(Data for processing Opens)

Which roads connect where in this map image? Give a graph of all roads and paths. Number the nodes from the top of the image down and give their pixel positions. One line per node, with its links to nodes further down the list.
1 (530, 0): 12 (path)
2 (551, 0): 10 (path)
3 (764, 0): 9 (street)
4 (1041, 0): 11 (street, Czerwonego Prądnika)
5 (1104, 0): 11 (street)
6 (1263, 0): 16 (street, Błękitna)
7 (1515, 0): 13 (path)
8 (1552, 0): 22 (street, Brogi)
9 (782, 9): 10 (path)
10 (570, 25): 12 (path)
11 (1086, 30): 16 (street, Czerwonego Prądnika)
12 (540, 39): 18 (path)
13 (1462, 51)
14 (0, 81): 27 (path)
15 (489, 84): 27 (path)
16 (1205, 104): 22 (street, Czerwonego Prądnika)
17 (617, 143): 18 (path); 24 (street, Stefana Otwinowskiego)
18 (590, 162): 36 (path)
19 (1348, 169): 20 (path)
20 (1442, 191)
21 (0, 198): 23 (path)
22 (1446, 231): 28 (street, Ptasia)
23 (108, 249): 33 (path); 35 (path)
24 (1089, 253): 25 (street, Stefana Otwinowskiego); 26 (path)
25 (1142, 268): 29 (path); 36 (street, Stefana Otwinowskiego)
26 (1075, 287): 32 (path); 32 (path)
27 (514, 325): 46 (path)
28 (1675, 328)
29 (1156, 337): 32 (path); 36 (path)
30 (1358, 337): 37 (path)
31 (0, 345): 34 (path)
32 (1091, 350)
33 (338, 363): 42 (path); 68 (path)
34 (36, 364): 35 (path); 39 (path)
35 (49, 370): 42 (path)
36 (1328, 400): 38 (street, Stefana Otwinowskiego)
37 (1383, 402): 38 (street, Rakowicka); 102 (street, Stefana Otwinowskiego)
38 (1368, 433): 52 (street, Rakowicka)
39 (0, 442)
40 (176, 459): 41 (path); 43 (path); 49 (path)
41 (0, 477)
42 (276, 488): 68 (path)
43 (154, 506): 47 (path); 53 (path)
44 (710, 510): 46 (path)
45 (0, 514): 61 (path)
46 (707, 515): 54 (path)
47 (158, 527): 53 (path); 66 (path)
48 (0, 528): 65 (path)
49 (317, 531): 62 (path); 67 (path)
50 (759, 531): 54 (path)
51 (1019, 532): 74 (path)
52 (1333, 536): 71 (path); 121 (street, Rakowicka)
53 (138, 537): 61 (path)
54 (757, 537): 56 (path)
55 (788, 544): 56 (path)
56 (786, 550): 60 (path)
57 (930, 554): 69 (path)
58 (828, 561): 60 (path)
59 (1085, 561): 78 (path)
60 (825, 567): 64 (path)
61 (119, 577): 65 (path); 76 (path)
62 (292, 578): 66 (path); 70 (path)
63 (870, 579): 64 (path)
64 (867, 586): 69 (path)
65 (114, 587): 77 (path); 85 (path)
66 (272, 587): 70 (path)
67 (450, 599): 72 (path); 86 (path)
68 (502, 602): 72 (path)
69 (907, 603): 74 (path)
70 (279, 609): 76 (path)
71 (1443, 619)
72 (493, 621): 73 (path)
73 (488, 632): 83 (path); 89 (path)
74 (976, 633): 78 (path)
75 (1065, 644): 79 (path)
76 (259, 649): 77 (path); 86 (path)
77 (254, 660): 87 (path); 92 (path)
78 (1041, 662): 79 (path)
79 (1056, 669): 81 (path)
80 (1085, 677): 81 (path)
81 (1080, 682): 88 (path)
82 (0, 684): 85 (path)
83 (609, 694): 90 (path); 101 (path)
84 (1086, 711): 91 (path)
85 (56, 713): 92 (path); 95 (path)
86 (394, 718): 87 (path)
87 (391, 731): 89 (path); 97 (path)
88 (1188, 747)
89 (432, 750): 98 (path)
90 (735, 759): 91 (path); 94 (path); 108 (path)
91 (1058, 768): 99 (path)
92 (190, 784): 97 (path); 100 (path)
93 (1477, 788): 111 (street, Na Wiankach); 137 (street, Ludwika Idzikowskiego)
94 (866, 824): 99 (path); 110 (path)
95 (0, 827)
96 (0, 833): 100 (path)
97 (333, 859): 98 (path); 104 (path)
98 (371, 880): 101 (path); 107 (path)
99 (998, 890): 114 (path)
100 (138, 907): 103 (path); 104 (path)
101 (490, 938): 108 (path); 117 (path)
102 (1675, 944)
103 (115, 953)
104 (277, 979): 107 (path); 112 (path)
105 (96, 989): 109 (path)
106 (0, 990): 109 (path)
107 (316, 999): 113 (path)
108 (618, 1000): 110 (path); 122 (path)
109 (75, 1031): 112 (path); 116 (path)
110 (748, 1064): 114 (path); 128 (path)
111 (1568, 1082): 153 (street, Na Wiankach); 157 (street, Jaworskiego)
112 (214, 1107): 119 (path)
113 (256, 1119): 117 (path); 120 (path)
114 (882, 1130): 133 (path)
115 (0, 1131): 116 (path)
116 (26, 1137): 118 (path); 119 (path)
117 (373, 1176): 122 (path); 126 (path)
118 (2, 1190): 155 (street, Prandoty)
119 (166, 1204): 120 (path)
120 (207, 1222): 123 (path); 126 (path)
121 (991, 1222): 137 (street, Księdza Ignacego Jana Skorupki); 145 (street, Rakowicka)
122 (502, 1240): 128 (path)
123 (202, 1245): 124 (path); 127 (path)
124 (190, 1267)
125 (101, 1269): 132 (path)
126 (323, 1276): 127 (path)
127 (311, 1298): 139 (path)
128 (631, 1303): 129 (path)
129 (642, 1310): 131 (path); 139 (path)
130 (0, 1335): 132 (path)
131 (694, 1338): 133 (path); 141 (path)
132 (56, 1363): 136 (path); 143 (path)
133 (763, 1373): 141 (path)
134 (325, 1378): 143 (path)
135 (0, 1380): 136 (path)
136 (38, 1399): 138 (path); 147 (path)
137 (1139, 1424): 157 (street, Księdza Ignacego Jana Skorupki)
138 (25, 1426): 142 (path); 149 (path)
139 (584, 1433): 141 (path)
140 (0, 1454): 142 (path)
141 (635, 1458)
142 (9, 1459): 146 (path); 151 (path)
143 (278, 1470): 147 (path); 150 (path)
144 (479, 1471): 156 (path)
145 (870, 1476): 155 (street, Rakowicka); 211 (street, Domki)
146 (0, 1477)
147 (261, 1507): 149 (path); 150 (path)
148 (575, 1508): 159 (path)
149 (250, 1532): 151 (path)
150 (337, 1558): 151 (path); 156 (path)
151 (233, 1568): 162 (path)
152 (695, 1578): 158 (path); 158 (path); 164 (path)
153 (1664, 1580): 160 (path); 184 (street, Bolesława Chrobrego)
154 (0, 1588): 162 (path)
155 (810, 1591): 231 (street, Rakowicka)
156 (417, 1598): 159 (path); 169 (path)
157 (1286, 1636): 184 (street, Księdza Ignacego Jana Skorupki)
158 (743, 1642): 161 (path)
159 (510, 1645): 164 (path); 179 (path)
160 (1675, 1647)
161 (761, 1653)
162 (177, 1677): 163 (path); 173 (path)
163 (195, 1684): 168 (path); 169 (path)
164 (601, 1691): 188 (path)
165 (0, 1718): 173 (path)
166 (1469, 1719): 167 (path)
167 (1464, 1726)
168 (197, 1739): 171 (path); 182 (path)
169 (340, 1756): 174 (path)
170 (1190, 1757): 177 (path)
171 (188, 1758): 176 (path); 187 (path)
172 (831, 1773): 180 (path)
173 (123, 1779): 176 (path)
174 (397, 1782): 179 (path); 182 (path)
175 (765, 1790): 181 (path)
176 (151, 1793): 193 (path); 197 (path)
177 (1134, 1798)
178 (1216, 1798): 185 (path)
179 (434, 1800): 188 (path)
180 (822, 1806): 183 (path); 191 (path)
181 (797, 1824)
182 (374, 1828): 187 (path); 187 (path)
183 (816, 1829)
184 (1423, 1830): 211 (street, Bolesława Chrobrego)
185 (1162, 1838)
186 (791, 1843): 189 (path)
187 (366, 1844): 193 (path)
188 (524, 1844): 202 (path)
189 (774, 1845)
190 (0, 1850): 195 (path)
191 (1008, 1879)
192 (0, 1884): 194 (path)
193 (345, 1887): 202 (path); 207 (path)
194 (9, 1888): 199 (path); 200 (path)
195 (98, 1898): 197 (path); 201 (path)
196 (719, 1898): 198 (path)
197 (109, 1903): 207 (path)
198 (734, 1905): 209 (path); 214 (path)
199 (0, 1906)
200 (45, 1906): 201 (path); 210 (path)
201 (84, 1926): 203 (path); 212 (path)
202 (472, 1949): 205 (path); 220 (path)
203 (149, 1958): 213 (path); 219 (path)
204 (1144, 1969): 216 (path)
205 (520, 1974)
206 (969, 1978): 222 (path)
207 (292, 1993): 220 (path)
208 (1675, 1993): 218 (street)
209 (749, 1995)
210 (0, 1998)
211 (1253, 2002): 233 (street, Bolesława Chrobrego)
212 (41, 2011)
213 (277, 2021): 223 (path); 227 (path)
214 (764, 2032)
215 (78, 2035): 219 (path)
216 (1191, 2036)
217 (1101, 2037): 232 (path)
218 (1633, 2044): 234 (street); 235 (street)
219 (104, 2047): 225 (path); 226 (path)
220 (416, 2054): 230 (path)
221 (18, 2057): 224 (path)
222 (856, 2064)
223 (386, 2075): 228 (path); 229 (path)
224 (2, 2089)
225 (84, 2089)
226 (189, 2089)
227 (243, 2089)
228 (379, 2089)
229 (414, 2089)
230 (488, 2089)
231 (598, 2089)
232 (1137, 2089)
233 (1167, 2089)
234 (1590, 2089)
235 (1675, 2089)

(Data for processing Closes)

Task prompt – A line belongs in the answer if it contains the word "Ignacego"; copy every such line from the data above.

Result below –
121 (991, 1222): 137 (street, Księdza Ignacego Jana Skorupki); 145 (street, Rakowicka)
137 (1139, 1424): 157 (street, Księdza Ignacego Jana Skorupki)
157 (1286, 1636): 184 (street, Księdza Ignacego Jana Skorupki)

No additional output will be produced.